Figure 2. Morphologically transformed “normal” images in the “tile” class of MVTec [5]: (first column) the original “normal” image; (second column) dilated “normal” images; (third column) eroded “normal” images; (fourth column) morphological gradient of “normal” images; (first row except the top left image) “normal” images morphologically transformed with [13, 13] kernel; (second row) images transformed with [1, 13] kernel; (third row) images transformed with [13, 1] kernel. [S, T] is an $S\times T$ kernel, where S and T are the width and height of the filter, respectively.

Figure 3. Morphologically transformed “abnormal” images in the “cracked tile” class of MVTec [5]: (first column) the original “abnormal” image; (second column) dilated “abnormal” images; (third column) eroded “abnormal” images; (fourth column) morphological gradient of “abnormal” images; (first row except the top left image) “normal” images morphologically transformed with [13, 13] kernel; (second row) images transformed with [1, 13] kernel; (third row) images transformed with [13, 1] kernel. [S, T] is an $S\times T$ kernel, where S and T denote the width and height of the filter, respectively.

In contrast, the dilation at any location $(x,y)$ of image $\mathbf{A}$ by a kernel $\mathbf{b}$ is the maximum value of $\mathbf{A}$ in the region covered by $\mathbf{b}$ when the origin of $\mathbf{b}$ is at $(x,y)$. The dilation transformations can be defined as follows:

$$[\mathbf{A}\oplus \mathbf{b}](x,y)=\underset{(s,t)\in \mathbf{b}}{\max }\left\{\mathbf{A}(x+s,y+t)\right\},$$

(6)

where $[\mathbf{A}\oplus \mathbf{b}]$ denotes the dilation of $\mathbf{A}$ with filter $\mathbf{b}$. In contrast to the erosion process, dilation increases the size of bright features and decreases the size of the dark features. The second column in Figure 2 and Figure 3 show the dilated figures of “normal” instances and the anomalies in the MVTec “tile” class, respectively. It is evident from these images that dilation has the opposite effect of erosion.

4.1.2. Morphological Gradient

To obtain the morphological gradient of an image, dilation and erosion can be used in combination with image subtraction. This operation can be expressed as follows:

$$[\mathbf{A}\odot \mathbf{b}]=[\mathbf{A}\oplus \mathbf{b}]-[\mathbf{A}\ominus \mathbf{b}],$$

(7)

where ⊙ denotes morphological gradient operation.

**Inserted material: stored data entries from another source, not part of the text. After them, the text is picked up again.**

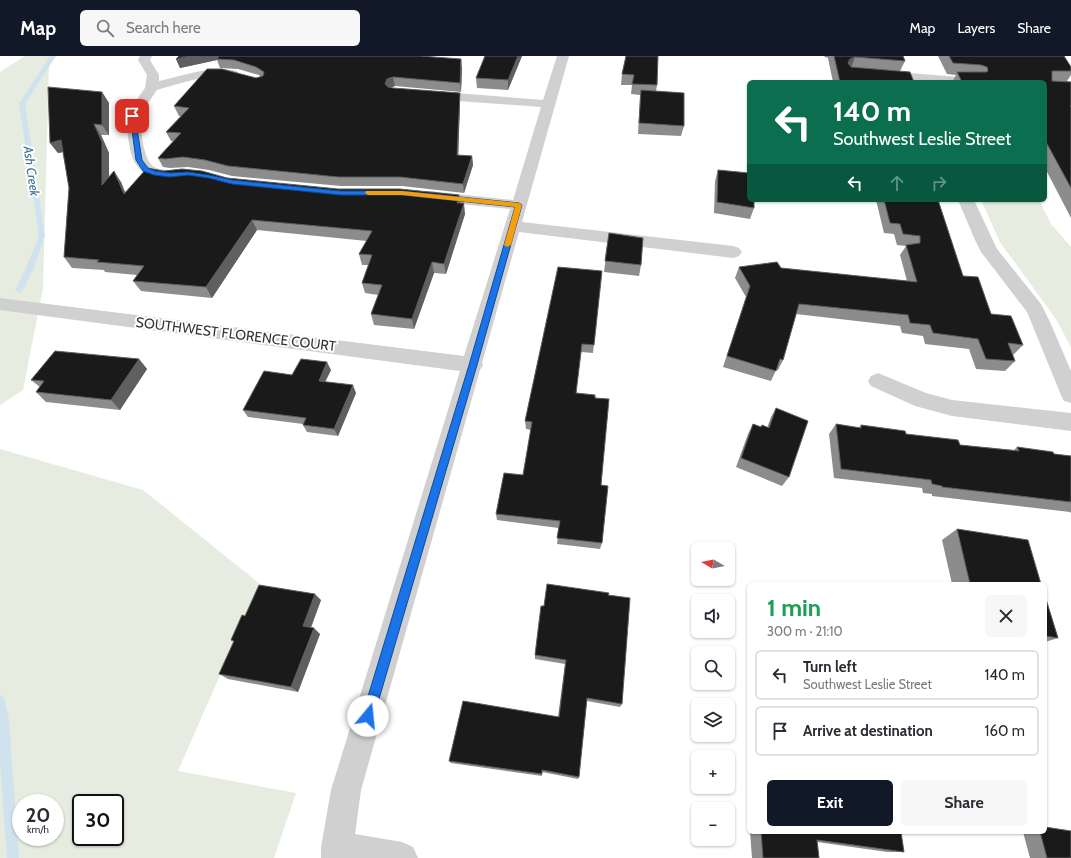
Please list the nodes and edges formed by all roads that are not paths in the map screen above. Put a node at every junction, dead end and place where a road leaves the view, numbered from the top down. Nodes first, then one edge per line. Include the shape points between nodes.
1 (146, 56) edge
2 (563, 56) edge
3 (866, 74) edge
4 (247, 78) edge
5 (927, 80) edge
6 (152, 87) junction
7 (418, 94) edge
8 (548, 104) junction
9 (188, 173) edge
10 (417, 195) edge
11 (967, 202) edge
12 (519, 205) junction
13 (512, 226) junction
14 (733, 252) dead end
15 (0, 304) edge
16 (473, 365) junction
17 (878, 381) dead end
18 (1071, 395) edge
19 (1071, 422) edge
20 (337, 852) edge
21 (402, 858) edge

1 - 6 street via 144,60 153,75
2 - 8 street
3 - 5 street
4 - 6 street via 225,73 207,73
6 - 9 street via 132,116 139,160 146,170 154,173
7 - 8 street
8 - 12 street
10 - 12 street
11 - 18 street via 990,252 1034,309
12 - 13 street
13 - 14 street
13 - 16 street
15 - 16 street, SOUTHWEST FLORENCE COURT
16 - 20 street via 346,790
17 - 19 street via 922,400 952,408
20 - 21 street

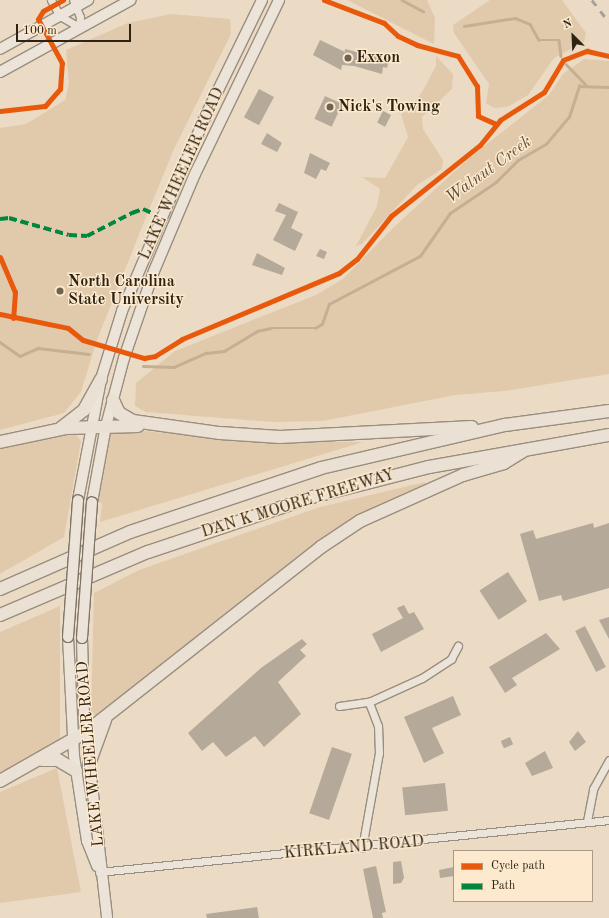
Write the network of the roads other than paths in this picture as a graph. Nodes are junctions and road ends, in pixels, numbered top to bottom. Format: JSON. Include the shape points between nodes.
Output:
{"nodes":[{"id":1,"x":51,"y":0,"type":"edge"},
{"id":2,"x":88,"y":0,"type":"edge"},
{"id":3,"x":131,"y":0,"type":"edge"},
{"id":4,"x":259,"y":0,"type":"edge"},
{"id":5,"x":278,"y":0,"type":"edge"},
{"id":6,"x":75,"y":3,"type":"edge"},
{"id":7,"x":60,"y":16,"type":"junction"},
{"id":8,"x":79,"y":27,"type":"junction"},
{"id":9,"x":0,"y":49,"type":"edge"},
{"id":10,"x":0,"y":72,"type":"edge"},
{"id":11,"x":101,"y":379,"type":"junction"},
{"id":12,"x":113,"y":400,"type":"junction"},
{"id":13,"x":609,"y":411,"type":"edge"},
{"id":14,"x":106,"y":426,"type":"junction"},
{"id":15,"x":505,"y":426,"type":"junction"},
{"id":16,"x":92,"y":427,"type":"junction"},
{"id":17,"x":169,"y":427,"type":"junction"},
{"id":18,"x":56,"y":430,"type":"junction"},
{"id":19,"x":609,"y":435,"type":"edge"},
{"id":20,"x":0,"y":442,"type":"edge"},
{"id":21,"x":531,"y":447,"type":"junction"},
{"id":22,"x":0,"y":589,"type":"edge"},
{"id":23,"x":0,"y":616,"type":"edge"},
{"id":24,"x":458,"y":646,"type":"dead end"},
{"id":25,"x":370,"y":702,"type":"junction"},
{"id":26,"x":339,"y":706,"type":"dead end"},
{"id":27,"x":107,"y":716,"type":"junction"},
{"id":28,"x":86,"y":732,"type":"junction"},
{"id":29,"x":72,"y":741,"type":"junction"},
{"id":30,"x":39,"y":760,"type":"junction"},
{"id":31,"x":609,"y":760,"type":"edge"},
{"id":32,"x":89,"y":764,"type":"junction"},
{"id":33,"x":76,"y":771,"type":"junction"},
{"id":34,"x":0,"y":781,"type":"edge"},
{"id":35,"x":609,"y":820,"type":"edge"},
{"id":36,"x":587,"y":821,"type":"junction"},
{"id":37,"x":362,"y":848,"type":"junction"},
{"id":38,"x":99,"y":872,"type":"junction"},
{"id":39,"x":107,"y":918,"type":"edge"}],
"edges":[{"from":1,"to":7,"type":"street"},
{"from":2,"to":6,"type":"main road"},
{"from":3,"to":8,"type":"main road"},
{"from":4,"to":5,"type":"main road"},
{"from":4,"to":11,"type":"main road","name":"LAKE WHEELER ROAD","via":[[205,117],[122,311]]},
{"from":5,"to":12,"type":"main road","name":"LAKE WHEELER ROAD","via":[[160,256]]},
{"from":6,"to":7,"type":"main road"},
{"from":6,"to":8,"type":"street"},
{"from":7,"to":8,"type":"street"},
{"from":7,"to":9,"type":"main road"},
{"from":8,"to":10,"type":"main road"},
{"from":11,"to":16,"type":"main road","name":"LAKE WHEELER ROAD"},
{"from":11,"to":18,"type":"highway","via":[[82,412]]},
{"from":12,"to":14,"type":"main road","name":"LAKE WHEELER ROAD"},
{"from":12,"to":17,"type":"highway","via":[[128,420]]},
{"from":13,"to":15,"type":"highway","name":"DAN K MOORE FREEWAY"},
{"from":14,"to":16,"type":"highway"},
{"from":14,"to":17,"type":"highway"},
{"from":14,"to":28,"type":"main road","name":"LAKE WHEELER ROAD","bridge":true,"via":[[92,502],[82,638]]},
{"from":15,"to":17,"type":"highway","via":[[280,436]]},
{"from":15,"to":22,"type":"highway","name":"DAN K MOORE FREEWAY","via":[[321,468],[222,499],[123,535]]},
{"from":16,"to":18,"type":"highway"},
{"from":16,"to":29,"type":"main road","name":"LAKE WHEELER ROAD","bridge":true,"via":[[78,500],[68,637]]},
{"from":18,"to":20,"type":"highway"},
{"from":19,"to":21,"type":"highway","name":"DAN K MOORE FREEWAY"},
{"from":21,"to":23,"type":"highway","name":"DAN K MOORE FREEWAY","via":[[364,483],[256,514],[134,557]]},
{"from":21,"to":27,"type":"highway","via":[[504,463],[463,474],[360,521],[321,547]]},
{"from":24,"to":25,"type":"street","via":[[452,659],[422,678]]},
{"from":25,"to":26,"type":"street"},
{"from":25,"to":37,"type":"street","via":[[378,726],[379,753]]},
{"from":27,"to":28,"type":"highway"},
{"from":27,"to":32,"type":"highway","via":[[97,734]]},
{"from":28,"to":29,"type":"highway"},
{"from":28,"to":32,"type":"main road","name":"LAKE WHEELER ROAD"},
{"from":29,"to":30,"type":"highway"},
{"from":29,"to":33,"type":"main road","name":"LAKE WHEELER ROAD"},
{"from":30,"to":33,"type":"highway","via":[[58,760]]},
{"from":30,"to":34,"type":"highway"},
{"from":31,"to":36,"type":"street","via":[[593,789]]},
{"from":32,"to":38,"type":"main road","name":"LAKE WHEELER ROAD","via":[[100,834]]},
{"from":33,"to":38,"type":"main road","name":"LAKE WHEELER ROAD","via":[[87,841]]},
{"from":35,"to":36,"type":"street","name":"KIRKLAND ROAD"},
{"from":36,"to":37,"type":"street","name":"KIRKLAND ROAD"},
{"from":37,"to":38,"type":"street","name":"KIRKLAND ROAD"},
{"from":38,"to":39,"type":"main road","name":"LAKE WHEELER ROAD"}]}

Because dilation increases regions in an image, whereas erosion decreases them, the difference between them highlights the boundaries between areas. The emphasis of edges and suppression of homogeneous regions in an image is referred to as the “derivative-like” (gradient) effect. The third column in Figure 2 and Figure 3 shows the morphological gradient images of the chosen “normal” and “abnormal” images, respectively. From these images, it is evident that this morphological transformation emphasizes the outline of the cracked area. In addition, the outcome of the morphological gradient depends on the shape of the filter.

4.2. Deep Morphological Anomaly Detection via Angular Margin Loss

The proposed algorithm was developed to detect “abnormal” instances based on morphological criteria in the anomaly detection process. To achieve this goal, the model adopts self-supervised learning, which easily makes the DAD model learn the features of interest, and the CNN architecture, which exhibits high performance in various computer vision tasks. In self-supervised learning, because the learned features are chosen, we propose a novel objective function that enforces the DAD model to represent the dominant morphological features of “normal” instances.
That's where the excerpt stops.